Le Droit de la Concurrence

Le Droit de la Concurrence est un domaine dans lequel nous pourrions assister à de nombreux changements : tant dans la procédure que dans les autorités de poursuite.


En effet depuis de nombreuses années, la Commission européenne est à l’origine des poursuite et amendes sanctionnant les comportements anti-concurrentiels et les ententes en Europe.


Les entreprises opérant au Royaume-Uni ne seront plus soumises au même niveau de contrôle de la part de la Commission, bien que cela puisse faire l’objet de négociation.


L’évaluation des monopoles et aides d'Etat

Un domaine susceptible de changer sur ce sujet est celui de l’évaluation des monopoles, il y aura en effet deux marchés distincts et un produit pourrait être en situation de monopole au Royaume-Uni alors qu’il ne l’était pas dans l’ensemble de l’UE.


De plus les interdictions concernant les aides d’Etat en faveur de sociétés privées ne s’appliqueront, en l’absence de deal, plus au Royaume-Uni.


Cela permettra au gouvernement de soutenir librement des projets, sans s’inquiéter d’un contrôle de la Cour de Justice de l’Union Européenne.


Le blanchiment de capitaux

Dans le domaine de la lutte contre le blanchiment de capitaux, la 4ème directive de l’UE sur ce sujet a été appliqué par le Royaume-Uni depuis mi-2017.


Ainsi, en raison de la nécessité d’approches communes des banques en matière de lutte contre le blanchiment d’argent, il est probable que la future législation du Royaume-Uni reflète de près la directive de l’UE.


Sur ce point, le Royaume-Uni a déjà introduit dans sa législation, en mai 2018, qui entre en vigueur cette année et dont l’approche diffère de la législation européenne actuelle, notamment sur le plan des sanctions.


« Product-Compliance »

En matière de « product-compliance », dans l’éventualité d’un « no-deal » Brexit, les entreprises britanniques pourront produire des biens non-harmonisés selon les règles européennes, mais en pratique il est probable que beaucoup d’entreprises internationales continuent de s’y conformer puisque ces produits devront être conformes à la législation européenne pour pénétrer le territoire européen.

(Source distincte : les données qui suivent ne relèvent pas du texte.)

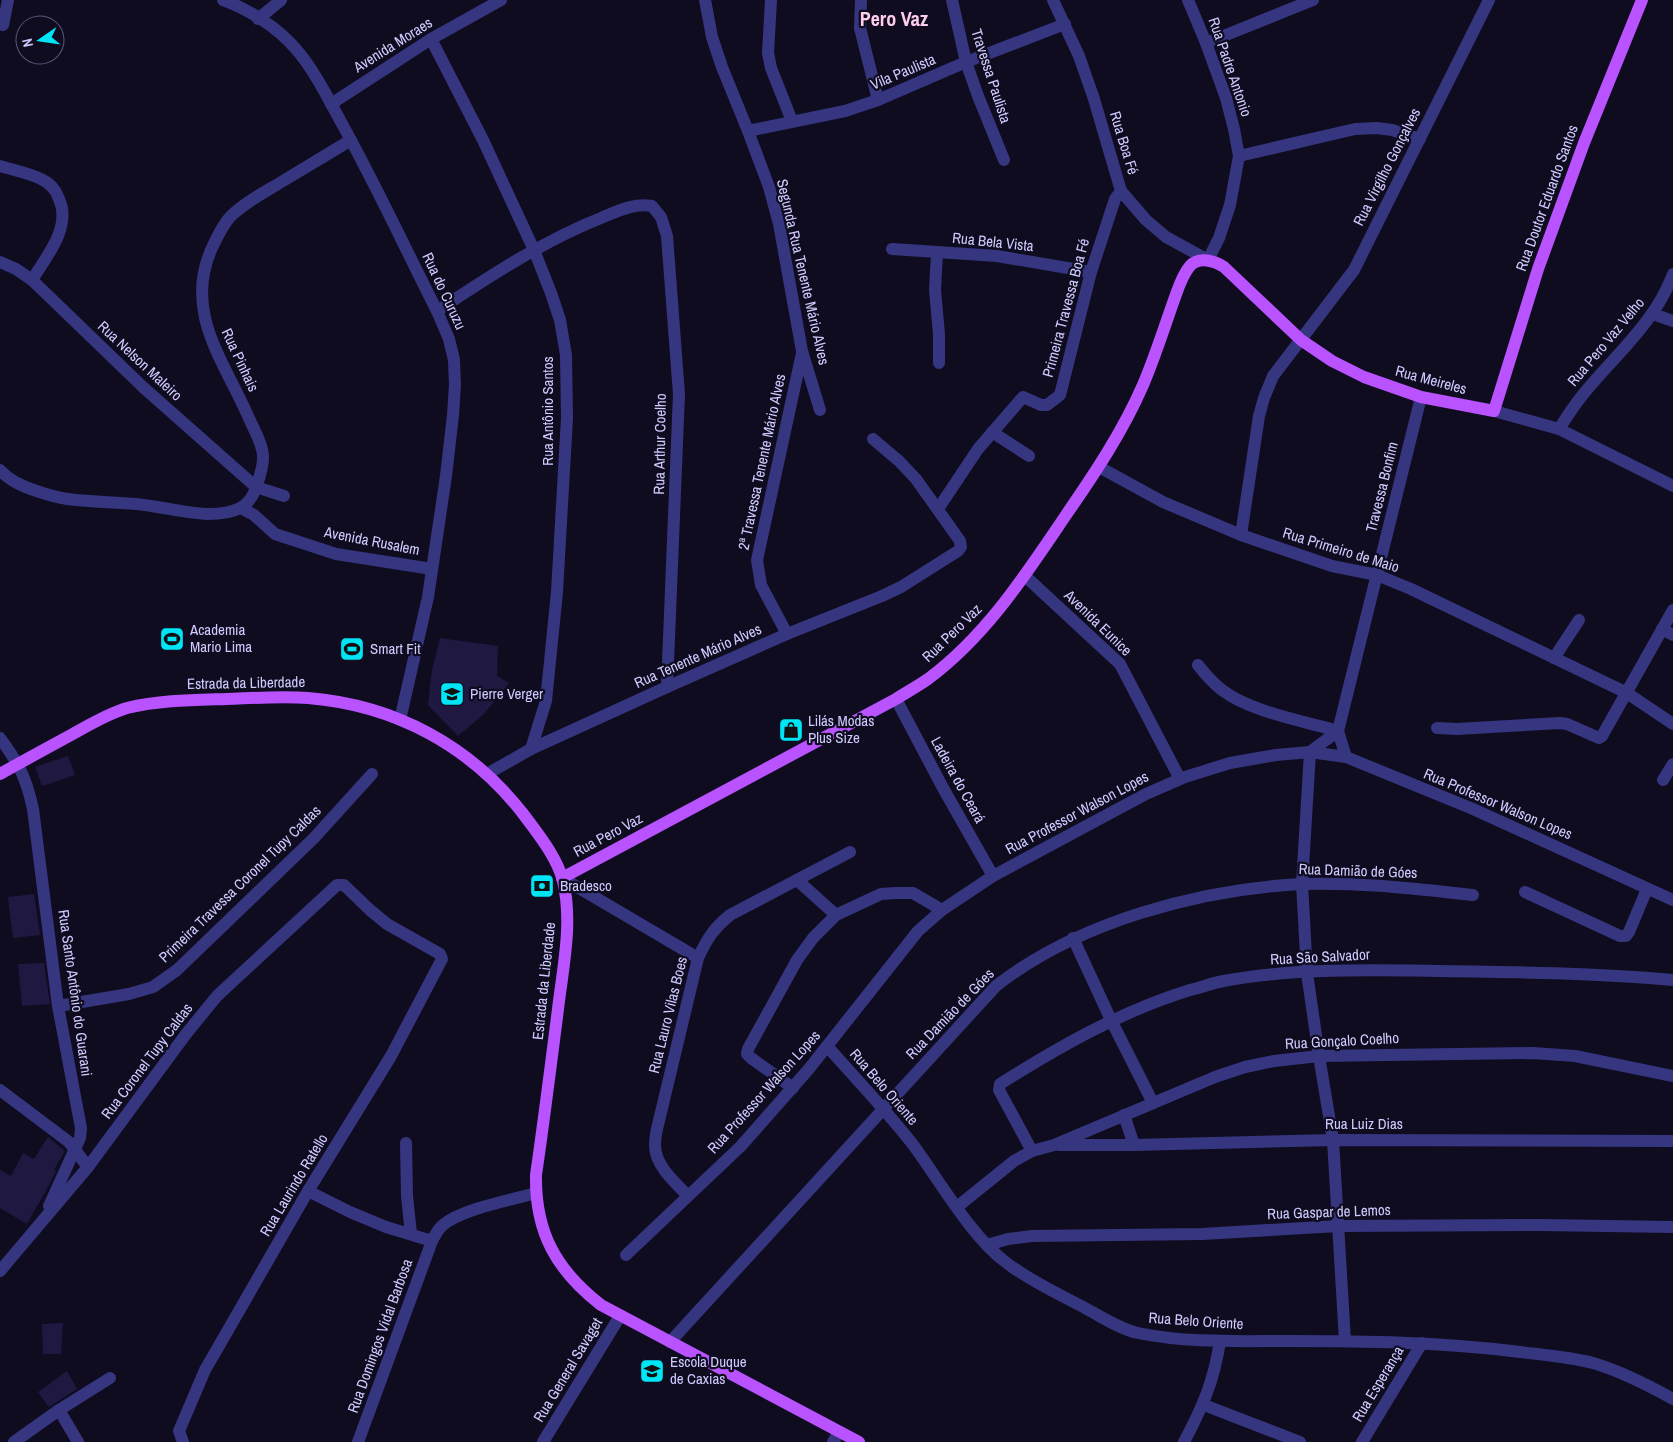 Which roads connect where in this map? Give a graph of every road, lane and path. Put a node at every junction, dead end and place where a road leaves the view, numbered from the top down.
1 (8, 0) edge
2 (223, 0) edge
3 (281, 0) edge
4 (501, 0) edge
5 (705, 0) edge
6 (772, 0) edge
7 (861, 0) edge
8 (952, 0) edge
9 (1053, 0) edge
10 (1188, 0) edge
11 (1489, 0) edge
12 (1642, 0) edge
13 (1309, 1) edge
14 (258, 18) junction
15 (1064, 24) junction
16 (3, 25) dead end
17 (431, 39) junction
18 (1206, 42) junction
19 (966, 62) junction
20 (878, 100) junction
21 (331, 104) junction
22 (792, 121) junction
23 (748, 131) junction
24 (1420, 139) junction
25 (351, 140) junction
26 (1239, 156) junction
27 (1004, 160) dead end
28 (0, 166) edge
29 (1121, 191) junction
30 (892, 249) dead end
31 (534, 250) junction
32 (937, 253) junction
33 (1208, 260) junction
34 (0, 262) edge
35 (1090, 272) junction
36 (1673, 274) edge
37 (32, 280) junction
38 (437, 311) junction
39 (1653, 314) junction
40 (1673, 321) edge
41 (1300, 340) junction
42 (802, 351) junction
43 (939, 363) dead end
44 (1422, 397) junction
45 (820, 410) dead end
46 (1494, 411) junction
47 (1559, 429) junction
48 (992, 432) junction
49 (873, 439) dead end
50 (1029, 456) dead end
51 (1099, 467) junction
52 (2, 475) edge
53 (1673, 486) edge
54 (256, 488) junction
55 (284, 496) dead end
56 (241, 508) junction
57 (938, 509) junction
58 (1241, 535) junction
59 (432, 569) junction
60 (1378, 575) junction
61 (1026, 576) junction
62 (1673, 610) edge
63 (1579, 620) dead end
64 (1667, 632) edge
65 (786, 634) junction
66 (1554, 658) junction
67 (1198, 665) dead end
68 (667, 687) junction
69 (1627, 693) junction
70 (896, 699) junction
71 (400, 720) junction
72 (1673, 724) edge
73 (1437, 728) dead end
74 (1338, 731) junction
75 (0, 738) edge
76 (531, 749) junction
77 (1310, 752) junction
78 (1346, 758) junction
79 (18, 764) junction
80 (1673, 764) edge
81 (0, 774) edge
82 (372, 774) dead end
83 (487, 774) junction
84 (1180, 779) junction
85 (1663, 780) dead end
86 (850, 852) dead end
87 (993, 876) junction
88 (562, 878) junction
89 (798, 880) junction
90 (1302, 884) junction
91 (1647, 889) junction
92 (1525, 892) dead end
93 (1473, 895) dead end
94 (1673, 900) edge
95 (942, 910) junction
96 (836, 915) junction
97 (1073, 938) junction
98 (698, 958) junction
99 (442, 959) joint
100 (1307, 973) junction
101 (1673, 980) edge
102 (58, 1006) junction
103 (1111, 1020) junction
104 (827, 1046) junction
105 (1319, 1056) junction
106 (1673, 1076) edge
107 (793, 1088) junction
108 (0, 1090) edge
109 (1153, 1103) junction
110 (884, 1109) junction
111 (1124, 1115) junction
112 (1333, 1140) junction
113 (1673, 1141) edge
114 (406, 1143) dead end
115 (1054, 1144) junction
116 (1134, 1145) junction
117 (75, 1150) junction
118 (1032, 1151) junction
119 (88, 1167) junction
120 (308, 1191) junction
121 (536, 1193) junction
122 (688, 1196) junction
123 (957, 1207) junction
124 (42, 1222) junction
125 (1338, 1226) junction
126 (1673, 1227) edge
127 (411, 1234) junction
128 (432, 1240) junction
129 (987, 1245) junction
130 (626, 1255) dead end
131 (0, 1271) edge
132 (620, 1316) junction
133 (1220, 1340) junction
134 (1345, 1341) junction
135 (670, 1342) junction
136 (1422, 1343) junction
137 (110, 1378) dead end
138 (1672, 1397) edge
139 (1204, 1405) junction
140 (59, 1410) junction
141 (181, 1437) edge
142 (836, 1437) edge
143 (14, 1442) edge
144 (78, 1442) edge
145 (358, 1442) edge
146 (543, 1442) edge
147 (859, 1442) edge
148 (1184, 1442) edge
149 (1300, 1442) edge
150 (1362, 1442) edge

1 - 16 street
2 - 14 street, Rua do Curuzu
3 - 14 street
4 - 17 street, Avenida Moraes
5 - 23 street, Segunda Rua Tenente Mário Alves
6 - 22 street
7 - 20 street
8 - 19 street, Travessa Paulista
9 - 15 street, Rua Boa Fé
10 - 18 street, Rua Padre Antonio
11 - 24 street, Rua Virgilho Gonçalves
12 - 46 main road, Rua Doutor Eduardo Santos
13 - 18 street
14 - 21 street, Rua do Curuzu
15 - 19 street, Vila Paulista
15 - 29 street, Rua Boa Fé
17 - 21 street, Avenida Moraes
17 - 31 street, Rua Antônio Santos
18 - 26 street, Rua Padre Antonio
19 - 20 street, Vila Paulista
19 - 27 street, Travessa Paulista
20 - 22 street, Vila Paulista
21 - 25 street, Rua do Curuzu
22 - 23 street, Vila Paulista
23 - 42 street, Segunda Rua Tenente Mário Alves
24 - 26 street
24 - 41 street, Rua Virgilho Gonçalves
25 - 38 street, Rua do Curuzu
25 - 54 street, Rua Pinhais
26 - 33 street, Rua Padre Antonio
28 - 37 street
29 - 33 street, Rua Boa Fé
29 - 35 street, Primeira Travessa Boa Fé
30 - 32 street, Rua Bela Vista
31 - 38 street
31 - 68 street, Rua Arthur Coelho
31 - 76 street, Rua Antônio Santos
32 - 35 street, Rua Bela Vista
32 - 43 street
33 - 41 main road, Rua Meireles
33 - 51 main road, Rua Pero Vaz
34 - 37 street, Rua Nelson Maleiro
35 - 48 street, Primeira Travessa Boa Fé
36 - 39 street, Rua Pero Vaz Velho
37 - 54 street, Rua Nelson Maleiro
38 - 59 street, Rua do Curuzu
39 - 40 street
39 - 47 street, Rua Pero Vaz Velho
41 - 44 main road, Rua Meireles
41 - 58 street, Rua Virgilho Gonçalves
42 - 45 street, Segunda Rua Tenente Mário Alves
42 - 65 street, 2ª Travessa Tenente Mário Alves
44 - 46 main road, Rua Meireles
44 - 60 street, Travessa Bonfim
46 - 47 street, Rua Meireles
47 - 53 street, Rua Meireles
48 - 50 street
48 - 57 street
49 - 57 street
51 - 58 street, Rua Primeiro de Maio
51 - 61 main road, Rua Pero Vaz
52 - 56 street
54 - 55 street
54 - 56 street, Rua Pinhais
56 - 59 street, Avenida Rusalem
57 - 65 street, Rua Tenente Mário Alves
58 - 60 street, Rua Primeiro de Maio
59 - 71 street, Rua do Curuzu
60 - 66 street, Rua Primeiro de Maio
60 - 74 street, Travessa Bonfim
61 - 70 main road, Rua Pero Vaz
61 - 84 street, Avenida Eunice
62 - 64 street
63 - 66 street
64 - 69 street
65 - 68 street, Rua Tenente Mário Alves
66 - 69 street, Rua Primeiro de Maio
67 - 74 street
68 - 76 street, Rua Tenente Mário Alves
69 - 72 street, Rua Primeiro de Maio
69 - 73 street
70 - 87 street, Ladeira do Ceará
70 - 88 main road, Rua Pero Vaz
71 - 79 main road, Estrada da Liberdade
71 - 83 main road, Estrada da Liberdade
74 - 77 street
74 - 78 street
75 - 79 street, Rua Santo Antônio do Guarani
76 - 83 street, Rua Tenente Mário Alves
77 - 78 street, Rua Professor Walson Lopes
77 - 84 street, Rua Professor Walson Lopes
77 - 90 street
78 - 91 street, Rua Professor Walson Lopes
79 - 81 main road, Estrada da Liberdade
79 - 102 street, Rua Santo Antônio do Guarani
80 - 85 street
82 - 102 street, Primeira Travessa Coronel Tupy Caldas
83 - 88 main road, Estrada da Liberdade
84 - 87 street, Rua Professor Walson Lopes
86 - 89 street, Rua Lauro Vilas Boes
87 - 95 street, Rua Professor Walson Lopes
88 - 98 street
88 - 121 main road, Estrada da Liberdade
89 - 96 street
89 - 98 street, Rua Lauro Vilas Boes
90 - 93 street, Rua Damião de Góes
90 - 97 street, Rua Damião de Góes
90 - 100 street
91 - 92 street
91 - 94 street, Rua Professor Walson Lopes
95 - 96 street
95 - 104 street, Rua Professor Walson Lopes
96 - 107 street
97 - 103 street
97 - 110 street, Rua Damião de Góes
98 - 122 street, Rua Lauro Vilas Boes
99 - 119 street, Rua Coronel Tupy Caldas
99 - 120 street, Rua Laurindo Ratello
100 - 101 street, Rua São Salvador
100 - 103 street, Rua São Salvador
100 - 105 street
102 - 117 street, Rua Santo Antônio do Guarani
103 - 109 street
103 - 118 street, Rua São Salvador
104 - 107 street, Rua Professor Walson Lopes
104 - 110 street, Rua Belo Oriente
105 - 106 street, Rua Gonçalo Coelho
105 - 109 street, Rua Gonçalo Coelho
105 - 112 street
107 - 122 street, Rua Professor Walson Lopes
108 - 117 street
109 - 111 street, Rua Gonçalo Coelho
110 - 123 street, Rua Belo Oriente
110 - 135 street, Rua Damião de Góes
111 - 115 street, Rua Gonçalo Coelho
111 - 116 street
112 - 113 street, Rua Luiz Dias
112 - 116 street, Rua Luiz Dias
112 - 125 street
114 - 127 street
115 - 116 street, Rua Luiz Dias
115 - 118 street, Rua Gonçalo Coelho
117 - 119 street
117 - 124 street, Rua Santo Antônio do Guarani
118 - 123 street, Rua Gonçalo Coelho
119 - 124 street, Rua Coronel Tupy Caldas
120 - 127 street
120 - 141 street, Rua Laurindo Ratello
121 - 128 street
121 - 132 main road, Estrada da Liberdade
122 - 130 street, Rua Professor Walson Lopes
123 - 129 street, Rua Belo Oriente
124 - 131 street, Rua Coronel Tupy Caldas
125 - 126 street, Rua Gaspar de Lemos
125 - 129 street, Rua Gaspar de Lemos
125 - 134 street
127 - 128 street
128 - 145 street, Rua Domingos Vidal Barbosa
129 - 133 street, Rua Belo Oriente
132 - 135 main road, Estrada da Liberdade
132 - 146 street, Rua General Savaget
133 - 134 street, Rua Belo Oriente
133 - 139 street
134 - 136 street, Rua Belo Oriente
135 - 142 main road, Estrada da Liberdade
136 - 138 street, Rua Belo Oriente
136 - 150 street, Rua Esperança
137 - 140 street
139 - 148 street
139 - 149 street
140 - 143 street
140 - 144 street
142 - 147 main road, Estrada da Liberdade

Si la réglementation britannique évolue en matière de conformité des produits, les entreprises qui souhaitent exporter leurs produits seront donc probablement amenées à devoir respecter à la fois la législation britannique et, lorsqu’elle est plus stricte, la législation européenne.


Inversement, les exportateurs européens souhaitant vendre leurs produits au Royaume-Uni devront, en plus des normes européennes, s’assurer que leurs biens sont conformes à la réglementation britannique qui, dans certains domaines, pourrait devenir plus stricte que le droit européen.


Confidentialité des données

Un domaine d’incertitude importante est celui de la confidentialité des données.


Le RGPD [3] (Règlement Général de Protection des Données) est entré en vigueur en mai 2018.


Ce règlement ne s’appliquera plus au Royaume Uni.


Pourtant en raison de la portée extraterritoriale de ce règlement, des dispositions devraient continuer à s’appliquer aux entreprises britanniques offrant des biens et services aux citoyens de l’UE.


Les impacts sur la protection des données peuvent nécessiter des modifications des règles d’accès aux données et des contrôles pour les ressources basées au Royaume-Uni.


Les règles d’équivalence en matière de protection des données pour les pays non-membres de l’UE devront être révisées étant donné que les règles spécifiques à l’UE ne seront plus applicables.


Ces considérations montrent que la liste des domaines qui vont devoir être maîtrisés par les équipes de compliance des entreprises britanniques et internationales est très longue, la mise en conformité de ces entreprises exerçant ou traitant avec le Royaume-Uni engendrant donc de lourds investissements en temps, en personnel juridique et en argent.


Dans un contexte ou la mobilité des professionnels du droit et de la compliance risque d’être rendue plus difficile en raison des réductions des libertés de circulation entre l’Union Européenne et le Royaume-Uni, les compliance officers expérimentés acceptant de venir travailler dans ces entreprises risquent de devenir de véritables perles rares pour celles-ci.


Dans l’ensemble, le vote en faveur de la sortie de l’UE entrainera un certain nombre d’années d’incertitude, car il faudra concilier des obligations contradictoires.